Would anyone have information to share about IB schools in Southern California? We are being relocated to the US after being expats in Asia. Although the company is based in Irvine we aren't expected to live there. We have three kids (Grades 1, 3 and 6) currently in an IB school in Hong Kong. We are looking for an academically rigorous school with a culturally diverse/international student body. The kids have learned Chinese and we'd like them to continue with it if possible. We know IB is not common in the US yet, so would be grateful for any advice. Many thanks!


----------



## Davis1 (Feb 20, 2009)

CAWS: Participating IB Schools - California, Nevada


----------



## Tina B (Apr 6, 2013)

*Thanks!*

Great website - thank you! I was also hoping for personal recommendations on good IB schools in SoCal from parents.


----------



## globetrottingwebbs (May 5, 2013)

How did you get on? Our family is moving from London to Orange County in August and we looked at St Mary's which has an IB programme. We are still waiting to hear on school places for our oldest two children!! Which school have you chosen??

Sent from my iPhone using ExpatForum


----------



## Tina B (Apr 6, 2013)

After some research we are considering non-IB as well. The reason being that we see ourselves being in the US long term, and many colleges still don't recognize or won't transfer IB credits for college entry. There are also some really good public schools in OC so we are considering those. So in a nutshell - have not decided on a school yet! How did you choose St Marys?


----------



## globetrottingwebbs (May 5, 2013)

My husband works with someone who is Swiss and sends her children to St Mary's - so that is how we found out about it... it totally slipped my radar when I was researching!

We are waiting to hear from the French Lycee in Santa Ana, where I would really like the girls to go. Otherwise, we are seriously considering Pegasus in Huntington Beach which seems like a great academic school! St Mary's is our third choice, and my eldest is still on the waiting list there for the 2nd grade. So nothing final yet!

It is all very difficult decision making and of course we hope we are deciding wisely so as to not have to move the children again!
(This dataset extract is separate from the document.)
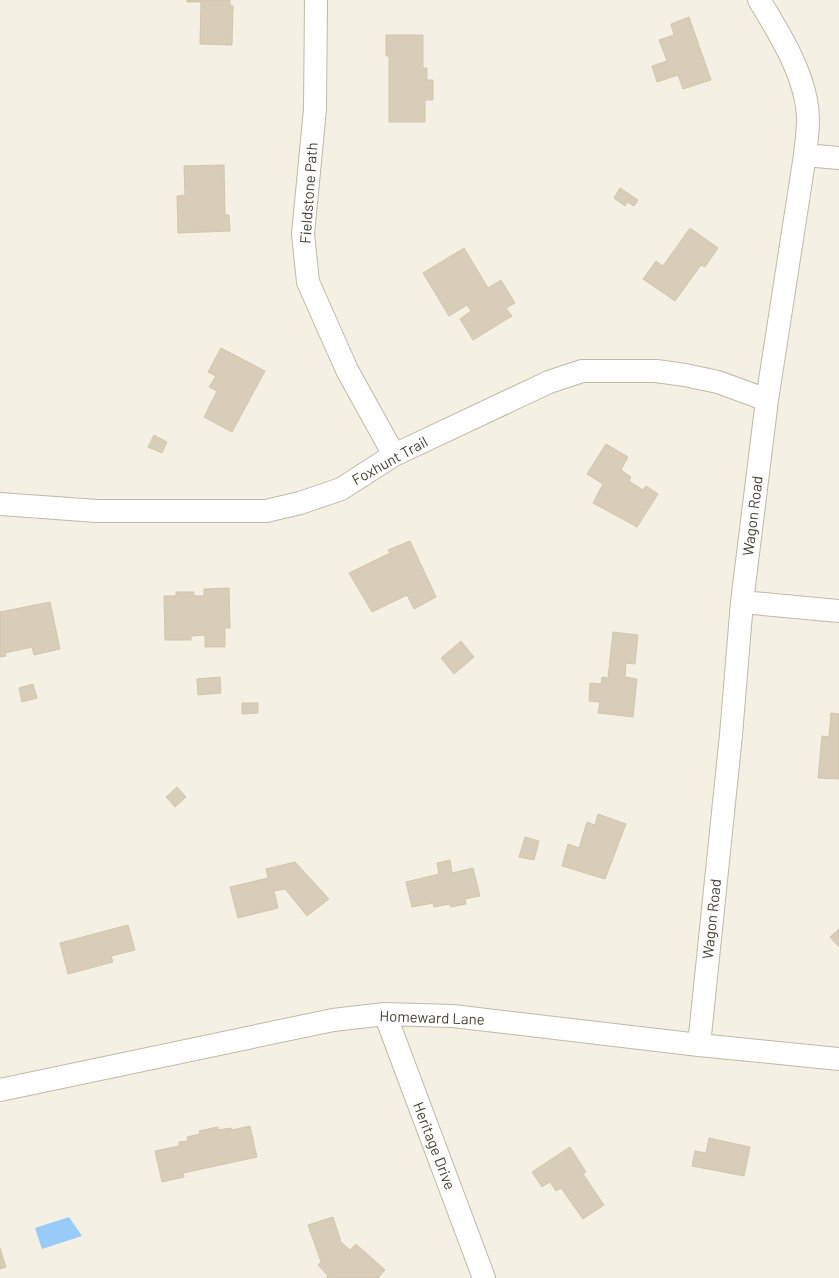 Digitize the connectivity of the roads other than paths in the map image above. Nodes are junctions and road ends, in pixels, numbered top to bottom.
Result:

We will be in temp accom in either Irvine or Newport Beach from early August... then we will look for a house depending on where the girls go!


----------



## Tina B (Apr 6, 2013)

All those schools sound really good. Did you find them on Great Schools website? Everyone has told me to check that site but I've found it somewhat challenging. We will probably be based near or in Irvine - but won't move till next June...you will be SoCal veterans by then!  If you would like to contact me further via email, let me know.


----------